あれほど疼いていた首の痛みがなくなっていた。
「……え、あ、あれ?」
思わず呆けるカークをよそにエルクは、左腕を取った。
「腕を動かしてみよ」
思わずエルクの言葉に従ってしまう。左腕は頭の上まで上がり、拳を握りしめれるほどに力が入る。
「な、なんで?」
「おそらく暴行を受けた際に頸椎がずれて脊髄神経を圧迫していたのだな。今そのずれた骨を矯正した。まだしびれか痛みは残っている所はあるか?」
目をまん丸く見開きながらも、カークはいまだ事態を飲み込めずにいた。
「どうしたカーク。まだ不調なところはあるのか?」
「い、いや。もうしびれもないけ、ど……」
カークの言葉にエルクは心から嬉しそうな笑みを浮かべた。
「そうか、それは何より。今波止場の倉庫で炊き出しを行っている。腹が減ったろ、食べに来い。村へ行くのは六日後だが無理強いするつもりもないからな。それまでにゆっくり考えればいい」
食い逃げ大歓迎だぞ、とポンポンとカークの頭を軽く叩きながら、エルクは立ち上がった。
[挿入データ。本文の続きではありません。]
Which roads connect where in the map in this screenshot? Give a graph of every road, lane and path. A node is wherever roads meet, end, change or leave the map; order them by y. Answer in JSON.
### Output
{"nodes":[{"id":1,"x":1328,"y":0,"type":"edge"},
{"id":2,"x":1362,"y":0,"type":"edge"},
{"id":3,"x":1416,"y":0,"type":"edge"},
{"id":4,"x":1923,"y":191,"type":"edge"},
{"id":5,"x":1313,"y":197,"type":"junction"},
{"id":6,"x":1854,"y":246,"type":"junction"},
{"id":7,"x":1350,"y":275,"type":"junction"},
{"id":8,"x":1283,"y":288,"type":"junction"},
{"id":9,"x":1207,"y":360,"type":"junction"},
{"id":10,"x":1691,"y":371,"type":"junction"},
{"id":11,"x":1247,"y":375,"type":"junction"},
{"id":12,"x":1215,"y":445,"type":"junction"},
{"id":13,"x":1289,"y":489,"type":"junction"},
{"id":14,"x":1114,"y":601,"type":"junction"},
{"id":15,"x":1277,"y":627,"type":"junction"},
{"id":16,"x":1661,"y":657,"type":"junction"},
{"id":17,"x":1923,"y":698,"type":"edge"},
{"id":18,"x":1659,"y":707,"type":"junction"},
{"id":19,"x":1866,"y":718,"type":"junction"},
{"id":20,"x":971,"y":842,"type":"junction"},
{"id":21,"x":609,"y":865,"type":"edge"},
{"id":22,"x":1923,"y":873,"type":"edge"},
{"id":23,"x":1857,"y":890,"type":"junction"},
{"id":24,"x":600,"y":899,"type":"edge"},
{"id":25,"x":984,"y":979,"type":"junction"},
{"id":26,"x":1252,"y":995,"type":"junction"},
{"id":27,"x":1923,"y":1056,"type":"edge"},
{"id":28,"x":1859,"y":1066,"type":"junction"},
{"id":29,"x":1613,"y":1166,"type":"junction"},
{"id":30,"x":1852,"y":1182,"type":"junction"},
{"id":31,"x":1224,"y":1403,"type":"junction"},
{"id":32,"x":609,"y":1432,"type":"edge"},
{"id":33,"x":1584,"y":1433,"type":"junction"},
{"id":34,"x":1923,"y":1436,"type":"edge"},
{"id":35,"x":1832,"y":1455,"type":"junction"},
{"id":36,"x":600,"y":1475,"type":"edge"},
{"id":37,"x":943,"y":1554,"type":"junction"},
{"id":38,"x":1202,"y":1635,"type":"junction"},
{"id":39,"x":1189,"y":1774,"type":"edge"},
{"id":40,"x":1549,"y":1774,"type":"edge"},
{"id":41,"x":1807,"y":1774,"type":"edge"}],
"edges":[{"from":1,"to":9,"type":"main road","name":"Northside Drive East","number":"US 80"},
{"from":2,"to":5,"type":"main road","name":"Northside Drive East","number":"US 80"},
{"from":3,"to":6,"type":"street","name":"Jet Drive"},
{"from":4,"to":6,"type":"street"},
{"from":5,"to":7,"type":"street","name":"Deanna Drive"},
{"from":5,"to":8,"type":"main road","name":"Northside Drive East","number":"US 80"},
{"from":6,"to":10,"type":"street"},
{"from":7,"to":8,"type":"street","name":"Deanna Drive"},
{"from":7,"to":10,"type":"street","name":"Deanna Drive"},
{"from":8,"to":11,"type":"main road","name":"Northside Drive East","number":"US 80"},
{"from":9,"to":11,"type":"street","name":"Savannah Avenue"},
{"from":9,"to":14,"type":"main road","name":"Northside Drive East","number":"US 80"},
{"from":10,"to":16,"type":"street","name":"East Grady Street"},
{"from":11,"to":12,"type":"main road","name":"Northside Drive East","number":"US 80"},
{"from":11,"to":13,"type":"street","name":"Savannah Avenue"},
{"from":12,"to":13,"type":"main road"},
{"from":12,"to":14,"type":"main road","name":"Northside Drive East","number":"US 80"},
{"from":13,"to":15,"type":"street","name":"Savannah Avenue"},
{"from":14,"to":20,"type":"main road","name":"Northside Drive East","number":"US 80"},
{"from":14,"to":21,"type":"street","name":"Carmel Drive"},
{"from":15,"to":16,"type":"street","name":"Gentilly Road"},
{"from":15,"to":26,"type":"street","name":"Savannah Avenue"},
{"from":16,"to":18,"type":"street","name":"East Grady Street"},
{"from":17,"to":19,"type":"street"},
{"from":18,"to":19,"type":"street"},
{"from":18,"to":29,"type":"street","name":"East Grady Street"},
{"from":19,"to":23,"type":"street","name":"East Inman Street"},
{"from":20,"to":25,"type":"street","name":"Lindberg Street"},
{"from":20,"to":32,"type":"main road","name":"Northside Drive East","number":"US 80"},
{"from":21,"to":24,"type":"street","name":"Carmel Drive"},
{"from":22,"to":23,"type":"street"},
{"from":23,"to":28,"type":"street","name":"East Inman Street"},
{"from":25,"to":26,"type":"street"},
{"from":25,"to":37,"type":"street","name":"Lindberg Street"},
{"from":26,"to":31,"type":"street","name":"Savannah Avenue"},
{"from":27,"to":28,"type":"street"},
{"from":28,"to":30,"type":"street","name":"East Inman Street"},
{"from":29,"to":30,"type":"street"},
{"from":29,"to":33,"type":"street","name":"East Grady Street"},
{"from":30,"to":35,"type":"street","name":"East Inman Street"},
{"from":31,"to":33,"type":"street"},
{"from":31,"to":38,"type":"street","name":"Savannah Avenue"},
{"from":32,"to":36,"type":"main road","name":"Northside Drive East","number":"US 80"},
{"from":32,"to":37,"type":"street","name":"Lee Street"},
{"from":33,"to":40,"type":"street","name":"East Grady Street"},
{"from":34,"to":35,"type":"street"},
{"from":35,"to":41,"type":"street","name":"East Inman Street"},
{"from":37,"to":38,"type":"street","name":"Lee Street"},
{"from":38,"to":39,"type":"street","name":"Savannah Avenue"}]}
「さて、言いたいことは言った。ギル、他の子らのもとへ案内せよ」
「うん!」
「ま、待ってくれ」
立ち上がるカークはそのままエルクの背中へと声をかけた。
振り返るエルクにカークは言った。
「ほ、他にも連れていきたい奴がいるんだけどよ」
そんな言葉にエルクは満面の笑みを浮かべ、力強く頷いたのだった。
*
今度はカークの案内でエルクとギルの三人は裏路地を歩いていく。
薄暗く日の射さぬ路地は掃除もされていないのだろう、魚の骨や木くずなどの雑多なゴミがそこかしこに散らかっていた。
「連れていきたいのはカレットって奴なんだけど、この角を曲がったところにいるはずだからさ。まず俺が説得してみるよ」
先を行くカークに続き、路地を曲がるとそこは焼け焦げた家があった。
すでに家は半壊していたが、わずかに燃え残る屋根の下に、何人かの少女の姿が見えた。
「おーい、カレットー」
声をかけ、カークはそちらの方へと歩みをすすめた。
「カークっ!」
少女の内の一人が立ち上がり、カークの方へと慌てて駆け寄ってきた。
長い髪を後ろに流し、紐で一つに束ねた薄汚れた少女。年は十を少し超えたばかりだろうか。
意志と気の強そうな吊り上がり気味の瞳が、幼い顔立ちを大人びて見せていた。
「良かった、ちょうど今あんたに会いに行こうと思ってたんだ、ずっと腕が動かないって言ってたろ。さっきそこで財布スッてきたからさ。少しだけだけど分けたげるよ」
そう言ってカレットは幾枚かの銅貨をカークの手に握らせた。
「あ、ああ。ありがとな」
互いに手を握る形になるとカークの顔がわずかに朱に染まった。
そこではじめてカレットはこちらに気づいた。
「あれギル……ってそっちの黒いヤツは、エルク・ランクロットっ!」
突如名を呼ばれたエルクも不思議そうに首を傾げた。
「兄貴も知ってんのか、あいつのこと?」
「いや、初めて会うはずだがな。名を知っている以上間違いでもなさそうだ」
「逃げなさいっ!! みんなっ、ここはあたしが時間を稼ぐからっ」
背後にいた少女たちは心配げにカレットを見やるが、逃げ出す素振りはなさそうだ。
「早く逃げてっ! そいつはほんとにヤバいのっ、あたしたちなんてあっという間に殺されちゃうほど強いんだからっ」
そんな言葉でエルクは気づく。自分の名前を知っていて、なおかつ戦闘技能があることさえも知っている。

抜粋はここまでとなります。